CHRONIQUE: Les gens riches et le bien être en Afrique

Les riches sont partout et ils peuvent avoir leur mot à dire sur le niveau de développement économique de leur pays d’origine. Afrasia Bank et New World Wealth viennent de publier le rapport 2019 sur la richesse en Afrique, qui inclut l’Afrique du Nord et les États insulaires africains des océans Atlantique et Indien. Il identifie les six villes les plus riches du continent, définies comme la richesse privée individuelle totale – actions, immobilier, entreprises – moins les passifs. Ce sont Johannesburg, Le Cap, Le Caire, Lagos, Durban et Nairobi.

La richesse dans un environnement de pauvreté


Trois des six villes sont situées en Afrique du Sud, qui, malgré les plus petites nations insulaires, est la plus développée du continent, avec une économie très diversifiée reposant de plus en plus sur la connaissance. La richesse à Lagos a tendance à être liée directement ou indirectement au pétrole et aux services financiers. Nairobi, pour sa part, est un pôle économique régional majeur pour l’Afrique de l’Est.

Dans les villes sud-africaines, les riches sont concentrés dans certaines banlieues (Sandton pour Johannesburg ou Clifton et Bishopscourt pour Le Cap, par exemple) plutôt que dans le centre; à Lagos, la richesse est concentrée sur l’île Victoria et ses extensions et sur Ikoyi; À Nairobi, Karin. Selon le rapport, la richesse totale au cours de la dernière décennie a augmenté de 14%, mais sa croissance a été freinée par des performances économiques relativement faibles en Afrique du Sud, au Nigéria et en Égypte.

Le rapport constate qu’il y a vingt-trois milliardaires vivant en Afrique. Le rapport indique que Maurice possède la richesse la plus élevée par habitant, avec 31 000 dollars, suivie de l’Afrique du Sud, avec 11 500 dollars. En général, l’Afrique est un continent caractérisé par une extrême inégalité, ce qui réduit l’utilité des calculs de la richesse moyenne par habitant.
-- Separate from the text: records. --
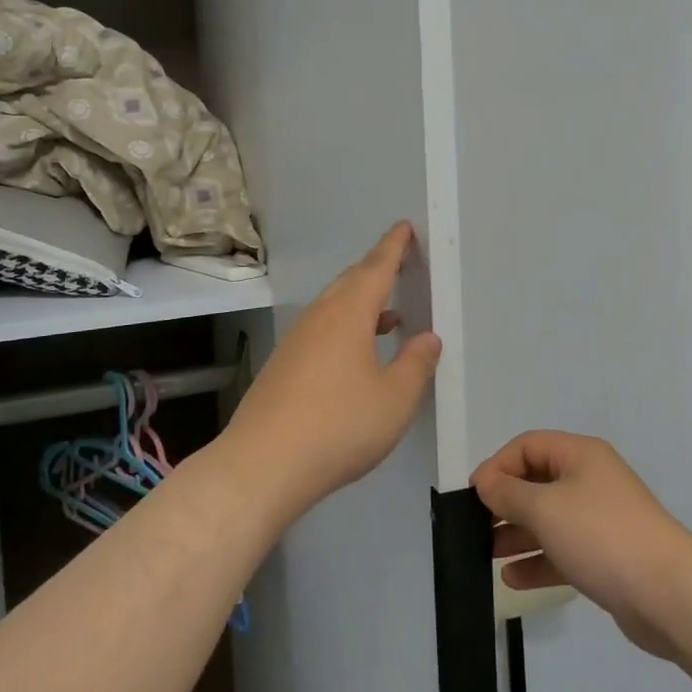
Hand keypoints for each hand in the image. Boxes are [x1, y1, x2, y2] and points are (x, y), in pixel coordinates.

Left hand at [224, 222, 441, 522]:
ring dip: (362, 304)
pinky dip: (345, 328)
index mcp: (348, 313)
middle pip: (350, 282)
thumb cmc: (340, 425)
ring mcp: (296, 341)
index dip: (393, 246)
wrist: (263, 464)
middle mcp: (319, 317)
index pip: (375, 268)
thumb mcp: (395, 399)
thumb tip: (428, 338)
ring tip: (390, 316)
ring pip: (334, 308)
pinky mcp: (283, 366)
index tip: (403, 227)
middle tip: (398, 263)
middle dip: (376, 270)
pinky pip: (322, 330)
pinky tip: (356, 355)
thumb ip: (416, 364)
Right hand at [472, 431, 691, 661]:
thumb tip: (485, 483)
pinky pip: (563, 551)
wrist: (671, 595)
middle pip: (537, 482)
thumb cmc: (602, 536)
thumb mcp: (545, 508)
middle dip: (505, 503)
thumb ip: (508, 494)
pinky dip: (538, 561)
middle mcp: (591, 480)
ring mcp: (601, 520)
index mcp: (580, 455)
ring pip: (549, 519)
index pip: (527, 446)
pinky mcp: (607, 557)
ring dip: (517, 535)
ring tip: (487, 555)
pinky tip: (512, 580)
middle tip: (476, 526)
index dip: (497, 466)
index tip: (474, 495)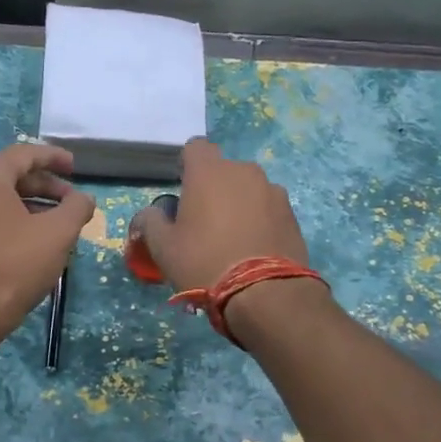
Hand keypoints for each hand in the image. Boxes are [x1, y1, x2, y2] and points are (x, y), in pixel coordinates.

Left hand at [0, 143, 94, 344]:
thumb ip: (76, 207)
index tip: (75, 167)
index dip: (54, 157)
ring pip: (1, 199)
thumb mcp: (58, 233)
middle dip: (46, 185)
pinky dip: (15, 220)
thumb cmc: (15, 265)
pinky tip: (35, 240)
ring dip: (33, 205)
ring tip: (60, 223)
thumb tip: (84, 199)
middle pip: (11, 175)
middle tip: (72, 200)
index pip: (23, 154)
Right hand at [129, 140, 323, 337]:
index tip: (182, 191)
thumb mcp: (163, 247)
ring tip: (232, 240)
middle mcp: (244, 171)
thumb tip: (149, 214)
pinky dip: (259, 221)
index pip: (195, 148)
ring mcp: (273, 191)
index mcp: (209, 172)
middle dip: (213, 189)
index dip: (186, 166)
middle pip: (223, 171)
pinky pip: (268, 209)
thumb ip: (150, 222)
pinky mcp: (292, 214)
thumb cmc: (204, 262)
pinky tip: (253, 249)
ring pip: (248, 190)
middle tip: (203, 223)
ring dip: (238, 205)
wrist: (265, 293)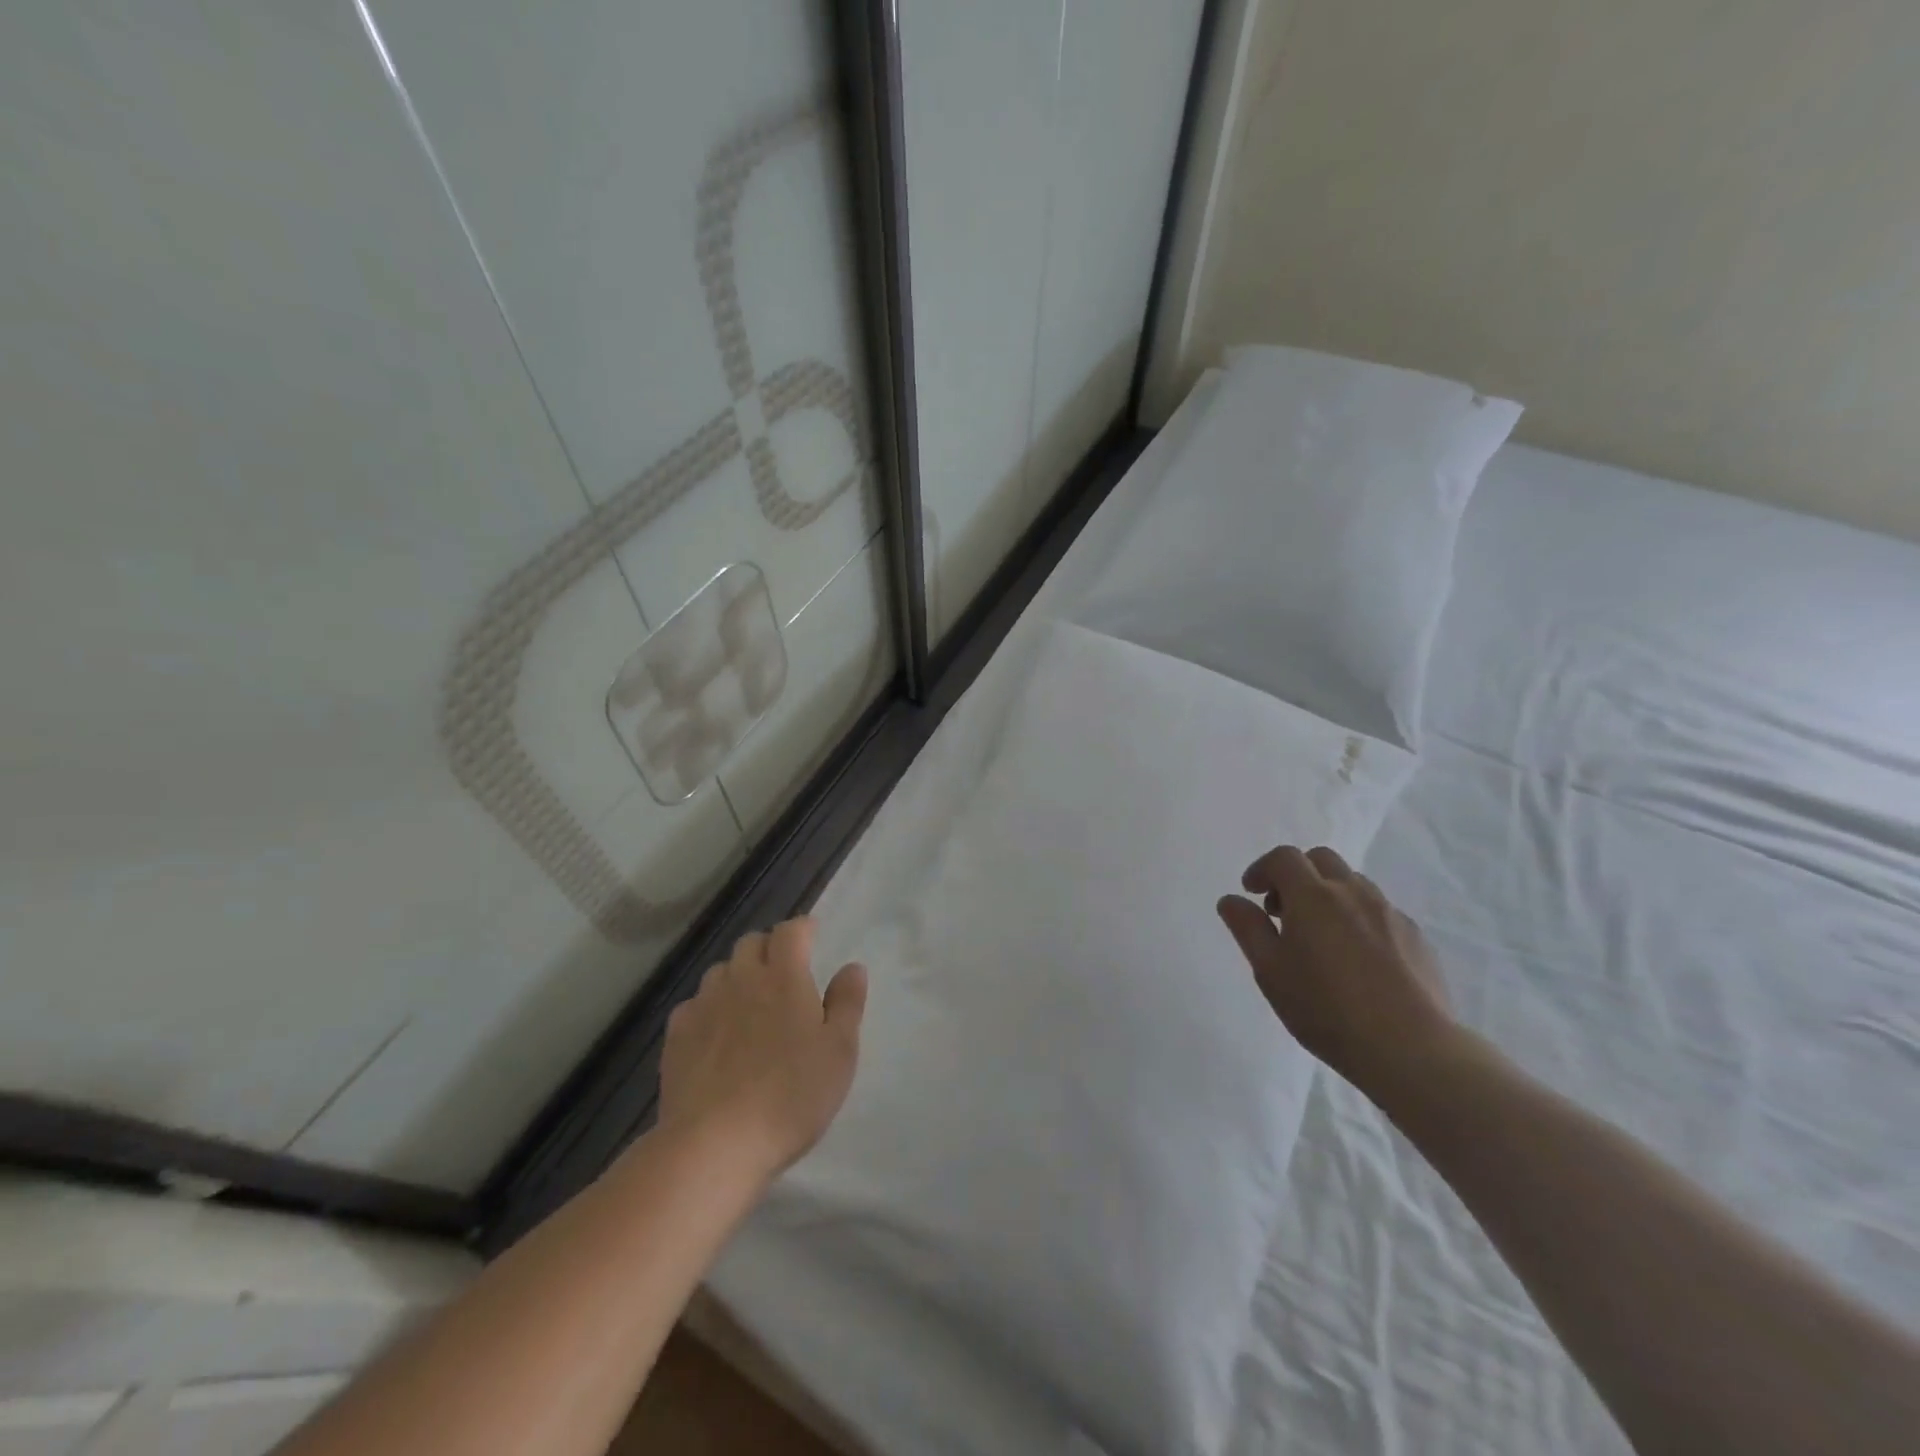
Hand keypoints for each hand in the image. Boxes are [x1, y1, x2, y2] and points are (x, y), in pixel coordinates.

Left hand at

L’Afrique du Sud, malgré sa richesse, est classée comme le pays le plus inégalitaire au monde.

Environ 42% de la richesse totale de l’Afrique est détenue par 140 000 personnes fortunées, définies comme ayant un actif d’au moins un million de dollars. Même les plus riches des villes africaines abritent un grand nombre de personnes vivant dans la pauvreté. Lagos, la quatrième ville la plus riche d’Afrique, est également l’une des villes les plus pauvres du monde dans un pays où le nombre absolu de personnes vivant dans la pauvreté est le plus élevé.

Un article sur les origines des noms de pays africains a récemment été publié dans Quartz. Il comprend une carte du continent en 1885, à l’époque de la conférence de Berlin. Certains commerçants et explorateurs portugais et arabes sont à l’origine de certains noms, tandis que les noms de tribus mal interprétés en Europe en sont à l’origine.
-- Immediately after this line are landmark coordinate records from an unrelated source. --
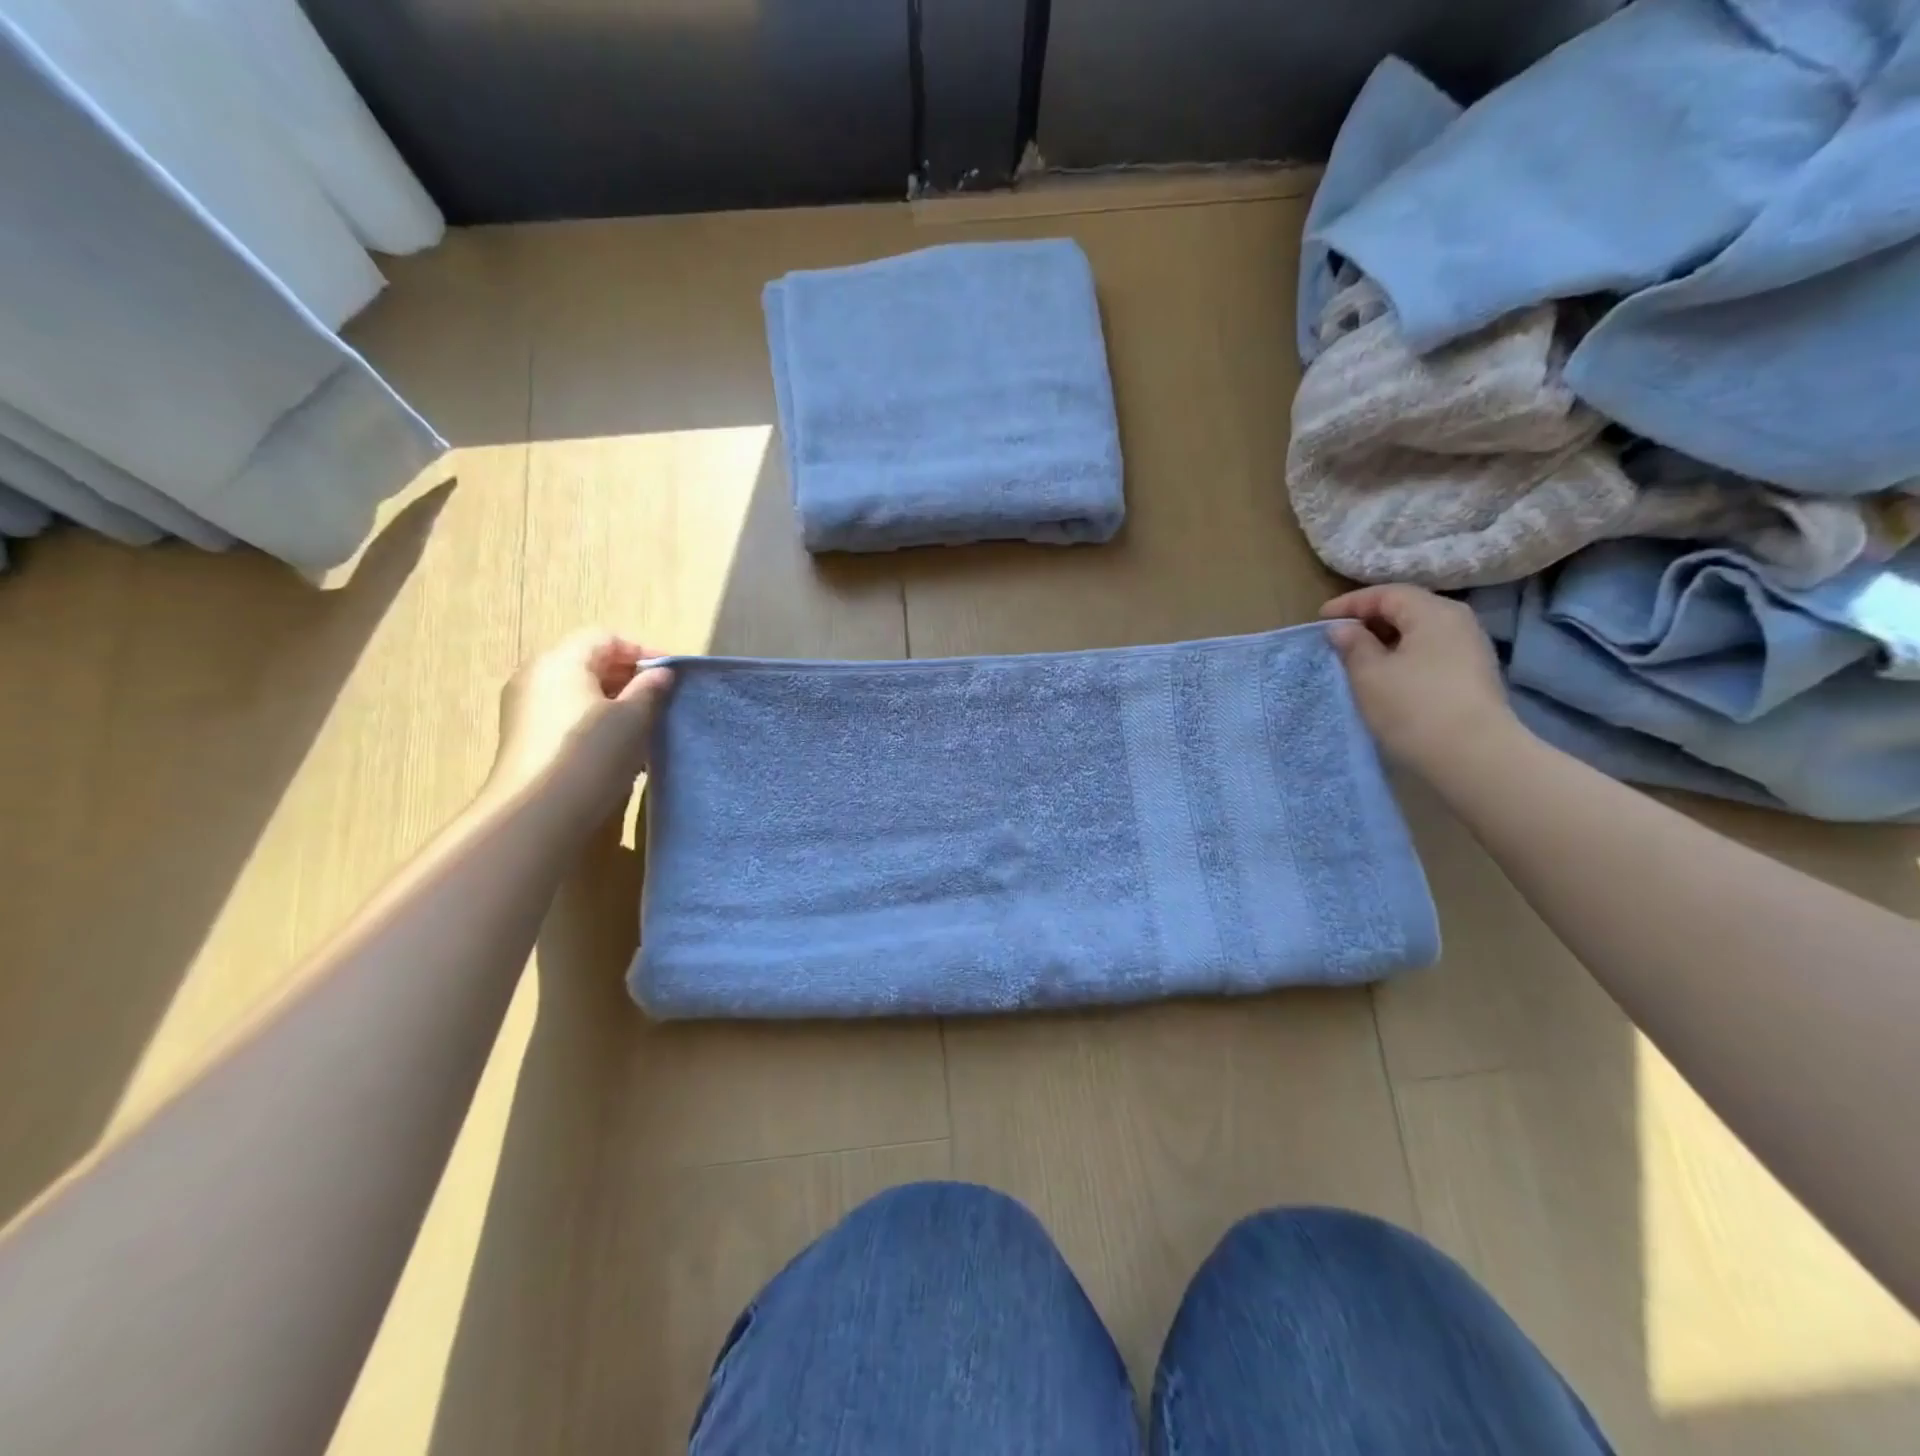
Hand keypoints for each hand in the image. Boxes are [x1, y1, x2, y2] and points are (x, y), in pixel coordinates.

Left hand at [485, 630, 674, 818]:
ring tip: (644, 726)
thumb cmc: (589, 753)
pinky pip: (567, 715)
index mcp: (561, 661)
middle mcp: (536, 676)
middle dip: (628, 677)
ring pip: (579, 692)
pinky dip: (595, 721)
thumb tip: (661, 673)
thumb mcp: (632, 718)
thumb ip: (650, 689)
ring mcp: (525, 709)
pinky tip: (617, 748)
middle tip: (662, 700)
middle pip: (589, 662)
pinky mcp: (525, 738)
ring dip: (614, 702)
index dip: (643, 650)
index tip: (672, 675)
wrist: (536, 814)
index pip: (606, 637)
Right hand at [1319, 585, 1520, 780]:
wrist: (1473, 755)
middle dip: (1370, 619)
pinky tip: (1388, 676)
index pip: (1387, 594)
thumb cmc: (1413, 706)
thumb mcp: (1369, 674)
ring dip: (1387, 640)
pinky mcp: (1473, 675)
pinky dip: (1405, 655)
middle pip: (1408, 608)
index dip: (1350, 603)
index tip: (1321, 619)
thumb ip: (1353, 645)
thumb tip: (1342, 629)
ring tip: (1359, 658)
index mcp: (1433, 612)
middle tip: (1339, 637)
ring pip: (1420, 632)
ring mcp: (1470, 648)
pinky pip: (1431, 652)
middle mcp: (1458, 621)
Par exemple, le Cameroun doit son nom à un voyageur portugais qui a traversé une rivière de crevettes, qu’il a baptisée Rio dos Camaroes, qui signifie «rivière de crevettes». Le Kenya tire son origine de la mauvaise prononciation britannique du mot kikuyu qui est devenu mont Kenya, «Kirinyaga», qui signifie «là où Dieu habite». Lagos, l’une des plus grandes villes du monde, signifie «lacs» en portugais, référence aux îles de la lagune sur lesquelles il est construit. Et le Nigeria a été nommé par Flora Shaw – une journaliste du Times of London et plus tard l’épouse du gouverneur général du Nigeria, Lord Frederick Lugard – pour le fleuve Niger.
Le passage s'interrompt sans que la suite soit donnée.